Es gibt eine schöne philosophische Passage, die der Ansicht entgegenwirkt, dass die Menschheit von dieser Epidemie „bestraft“ wird, weil sie die natürliche Welt ausbeutet. Žižek meint, dass solche Argumente eine beruhigende Funktion haben, da sie davon ausgehen, dass der Mensch „in irgendeiner tiefgreifenden Weise überhaupt eine Rolle spielt“; wirklich schwer zu akzeptieren ist, dass dieser „dumme, sich selbst reproduzierende Mechanismus“, wie er das Virus beschreibt, „keinen tieferen Sinn verbirgt“. Er ist am mächtigsten – sogar nützlich – wenn er einfach darauf hinweist, dass die moralische Aufgabe während dieser Pandemie darin besteht, Leiden zu lindern, nicht darin, „zu sparen“. Es hat etwas zutiefst Radikales in der Art und Weise, wie die Staaten dieser antiökonomischen Logik gefolgt sind, indem sie sich verschlossen haben, und der Versuchung widerstehen müssen, auf Kosten der Kranken zur „Normalität“ zurückzukehren.

Und wie sieht es aus mit China? Zizek sagt er hat einen inneren Strom, der ihn davon abhält, Chinas Herrschende – die Pioniere der Abriegelung wie er sie nennt – für ihren Umgang mit der Krise zu loben und bemerkt herausfordernd: „wenn es in China Redefreiheit gäbe, würde es kein Corona-Virus geben“ und betont eindringlich die Wichtigkeit von Whistleblowern wie Julian Assange in der Gegenwart und in Bezug auf Datenmanipulation im Corona-Daten-Universum. Laut ihm ist die unangenehme Wahrheit, dass sich China wahrscheinlich zur wirksamsten Supermacht im Umgang mit der Pandemie entwickelt; Im Kontrast der schlecht organisierten Systeme Brüssel und Washington findet Zizek seinen Vergleich zur Gegenwart zwischen westlicher Barbarei und östlichem Totalitarismus, welchem eben nur mit einem „latenten“Kommunismus zu begegnen sei. Er sagt: Es muss eben eine Art Desaster-Kommunismus als Gegenmittel zum Desaster-Kapitalismus sein. Auch Solidarität spielt in diesem Zukunftsmodell Zizers eine große Rolle: Der Ausdruck dieser neuen Form von Solidarität: die soziale Distanzierung.

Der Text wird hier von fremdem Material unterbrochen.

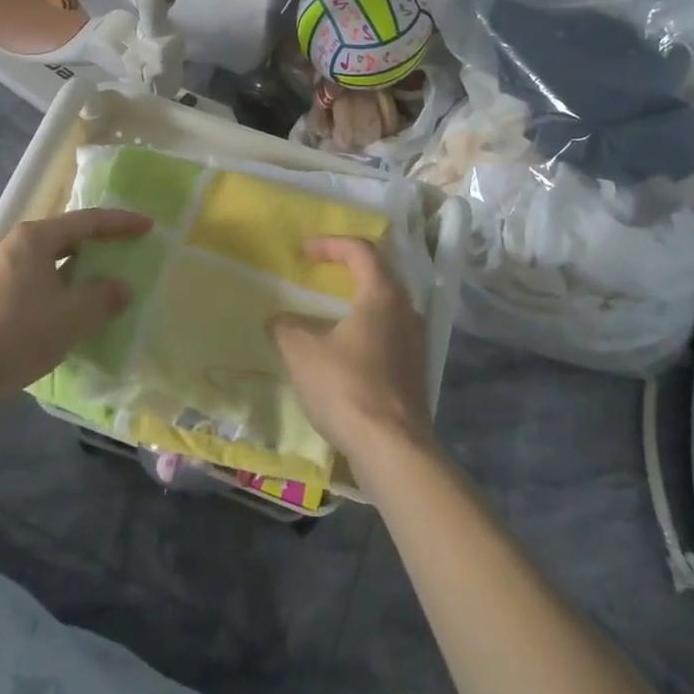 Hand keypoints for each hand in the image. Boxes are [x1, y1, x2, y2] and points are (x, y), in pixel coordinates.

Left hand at [0, 208, 150, 398]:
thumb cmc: (20, 333)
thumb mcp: (74, 315)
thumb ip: (105, 296)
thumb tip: (121, 288)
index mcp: (35, 237)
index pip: (88, 221)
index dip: (121, 223)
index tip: (148, 227)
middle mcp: (17, 244)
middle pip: (68, 235)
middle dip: (101, 241)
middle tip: (129, 247)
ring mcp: (3, 269)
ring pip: (53, 258)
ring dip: (82, 266)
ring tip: (107, 277)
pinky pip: (41, 278)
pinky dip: (65, 284)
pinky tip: (76, 304)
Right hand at [269, 237, 434, 470]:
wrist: (393, 449)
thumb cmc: (347, 387)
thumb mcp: (301, 351)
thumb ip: (285, 327)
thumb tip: (278, 320)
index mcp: (383, 294)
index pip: (361, 250)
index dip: (331, 244)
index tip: (304, 251)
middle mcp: (407, 311)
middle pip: (378, 274)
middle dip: (347, 267)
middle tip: (320, 271)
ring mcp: (415, 342)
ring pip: (386, 305)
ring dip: (358, 299)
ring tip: (330, 309)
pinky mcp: (414, 371)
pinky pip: (388, 332)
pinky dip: (365, 327)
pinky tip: (345, 348)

(lustige Stimme) Ein Eintrag aus der Enzyklopädie der erklärungsbedürftigen und wunderlichen Phänomene, Daseinsformen und Persönlichkeiten der Gegenwart von Dr. Mohammed Luftiküsser

Social Distancing, das: Praxis und politische Maßnahmen die vor allem während Pandemien wie der Schweinegrippe, der spanischen Grippe oder dem Corona-Virus Anwendung findet um eine Ausbreitung einzudämmen.

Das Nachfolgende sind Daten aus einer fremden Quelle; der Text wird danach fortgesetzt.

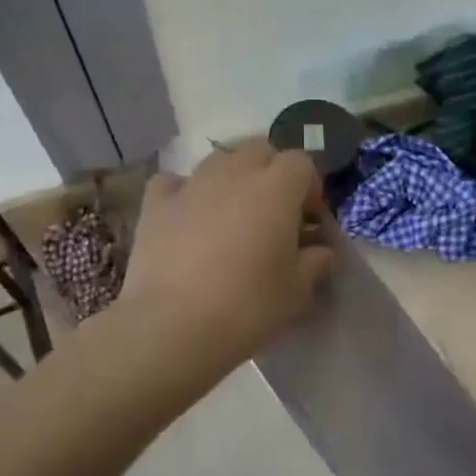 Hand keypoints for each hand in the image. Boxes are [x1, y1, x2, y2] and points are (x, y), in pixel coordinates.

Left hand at [121, 143, 335, 368]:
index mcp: (276, 188)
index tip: (309, 220)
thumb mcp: (298, 291)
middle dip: (272, 172)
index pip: (302, 163)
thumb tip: (320, 251)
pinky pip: (175, 183)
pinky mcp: (155, 204)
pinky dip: (186, 192)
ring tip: (233, 216)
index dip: (310, 188)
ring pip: (219, 161)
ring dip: (233, 179)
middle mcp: (234, 173)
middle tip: (275, 213)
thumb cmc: (248, 306)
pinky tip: (188, 217)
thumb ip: (316, 262)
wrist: (173, 326)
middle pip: (260, 150)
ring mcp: (191, 185) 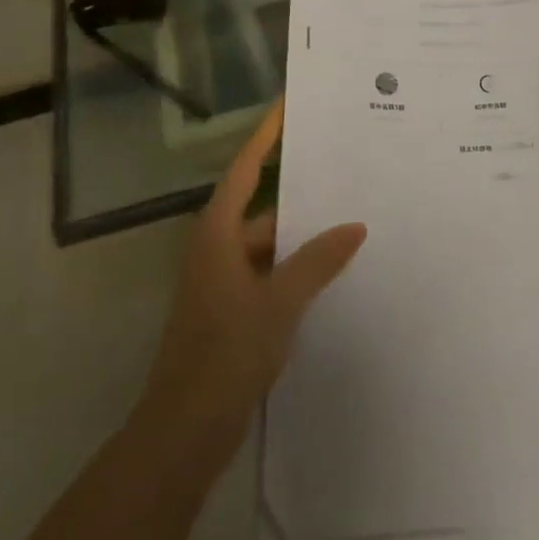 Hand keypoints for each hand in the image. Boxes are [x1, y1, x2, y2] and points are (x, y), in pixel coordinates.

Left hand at [136, 98, 366, 471]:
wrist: (183, 433)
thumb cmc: (225, 353)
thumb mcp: (279, 302)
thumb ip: (318, 261)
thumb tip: (355, 227)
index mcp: (218, 233)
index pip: (246, 169)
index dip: (265, 135)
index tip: (287, 106)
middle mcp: (216, 249)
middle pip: (262, 207)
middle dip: (300, 193)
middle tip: (342, 171)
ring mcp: (221, 282)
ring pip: (268, 245)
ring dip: (301, 237)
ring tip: (348, 222)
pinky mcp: (229, 312)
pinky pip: (268, 274)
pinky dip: (294, 269)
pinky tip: (329, 274) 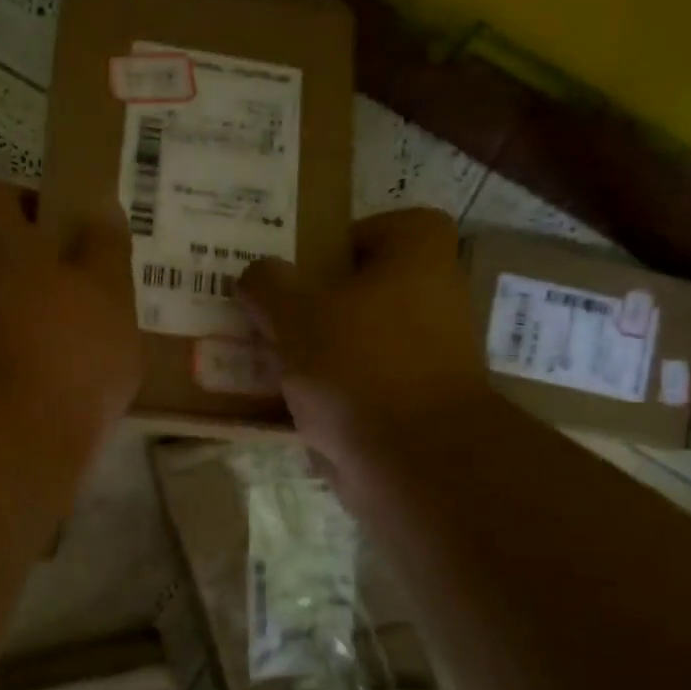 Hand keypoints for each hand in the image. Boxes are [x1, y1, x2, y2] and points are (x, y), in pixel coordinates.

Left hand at [0, 180, 140, 457]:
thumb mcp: (109, 291)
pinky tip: (59, 383)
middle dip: (39, 266)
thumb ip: (105, 246)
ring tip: (81, 344)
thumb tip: (99, 210)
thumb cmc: (69, 349)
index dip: (26, 199)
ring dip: (32, 315)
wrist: (13, 441)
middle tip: (87, 291)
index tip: (63, 225)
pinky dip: (21, 357)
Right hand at [235, 209, 484, 473]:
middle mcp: (435, 296)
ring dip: (312, 349)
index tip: (293, 270)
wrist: (413, 461)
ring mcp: (428, 354)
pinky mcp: (413, 403)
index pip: (373, 228)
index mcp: (419, 254)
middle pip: (358, 288)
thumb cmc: (358, 363)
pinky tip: (282, 400)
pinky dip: (326, 390)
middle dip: (310, 302)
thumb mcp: (294, 312)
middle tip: (264, 312)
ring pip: (354, 339)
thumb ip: (266, 283)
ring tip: (262, 356)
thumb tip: (255, 275)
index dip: (331, 243)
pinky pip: (357, 383) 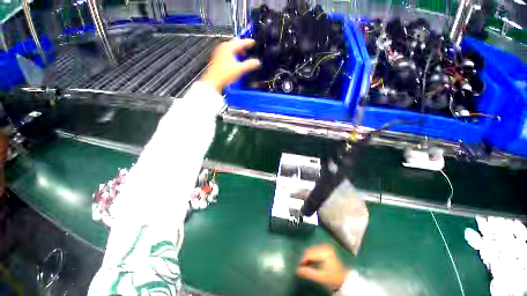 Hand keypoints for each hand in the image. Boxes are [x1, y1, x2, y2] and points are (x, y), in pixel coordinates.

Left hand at [200, 38, 260, 92]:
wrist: (213, 81)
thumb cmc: (226, 74)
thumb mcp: (239, 70)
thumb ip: (249, 65)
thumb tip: (258, 62)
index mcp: (229, 47)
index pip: (241, 42)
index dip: (249, 42)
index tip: (255, 43)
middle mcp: (224, 46)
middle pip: (236, 43)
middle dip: (243, 45)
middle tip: (250, 48)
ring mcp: (220, 51)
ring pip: (231, 47)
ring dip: (238, 50)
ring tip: (244, 55)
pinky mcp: (218, 57)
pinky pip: (228, 52)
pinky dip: (234, 53)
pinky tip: (236, 60)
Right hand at [296, 244, 347, 290]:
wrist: (343, 279)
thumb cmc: (332, 278)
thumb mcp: (321, 277)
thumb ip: (309, 273)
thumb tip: (297, 270)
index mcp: (325, 252)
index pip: (310, 254)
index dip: (303, 260)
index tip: (299, 267)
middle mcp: (325, 246)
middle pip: (310, 250)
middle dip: (305, 258)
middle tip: (302, 266)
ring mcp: (326, 246)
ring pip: (312, 249)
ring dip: (308, 256)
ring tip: (306, 264)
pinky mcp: (326, 247)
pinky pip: (315, 249)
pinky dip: (311, 255)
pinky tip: (310, 261) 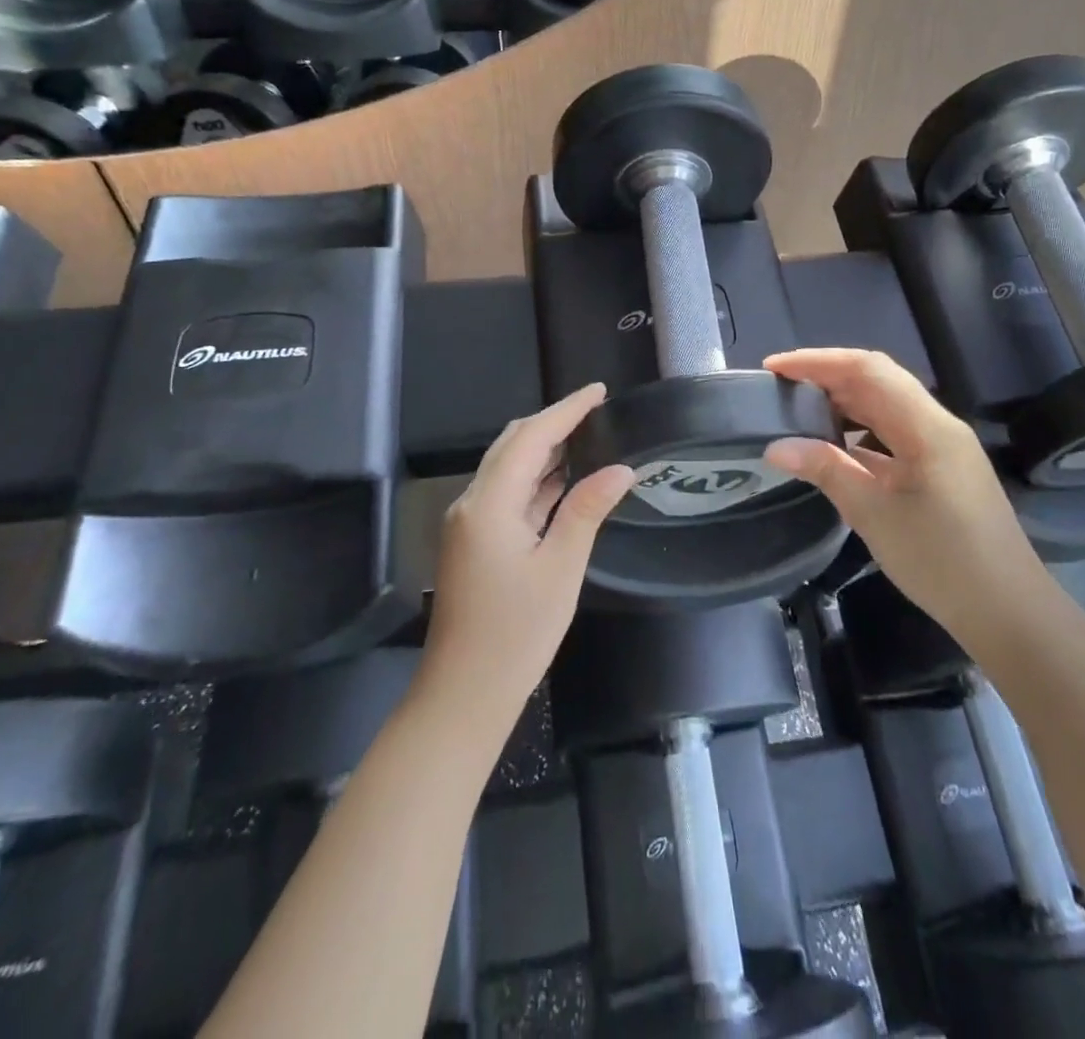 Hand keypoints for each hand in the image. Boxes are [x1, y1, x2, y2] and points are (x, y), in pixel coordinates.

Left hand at [422, 384, 635, 718]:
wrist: (463, 694)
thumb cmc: (516, 634)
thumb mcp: (561, 569)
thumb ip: (587, 511)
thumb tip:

Aber auch: Liebe zu Omi und Opi, Hamster- und Denunziantenära, Babyelefanten, solidarische Verantwortung gegenüber Risikogruppen, Austragungsort politischer Kämpfe, Eine schicke Möglichkeit für einen introvertierten Menschen sich zurückzuziehen und für viele Menschen schwer erträglich. An manchen Orten der Welt auch eine Unmöglichkeit.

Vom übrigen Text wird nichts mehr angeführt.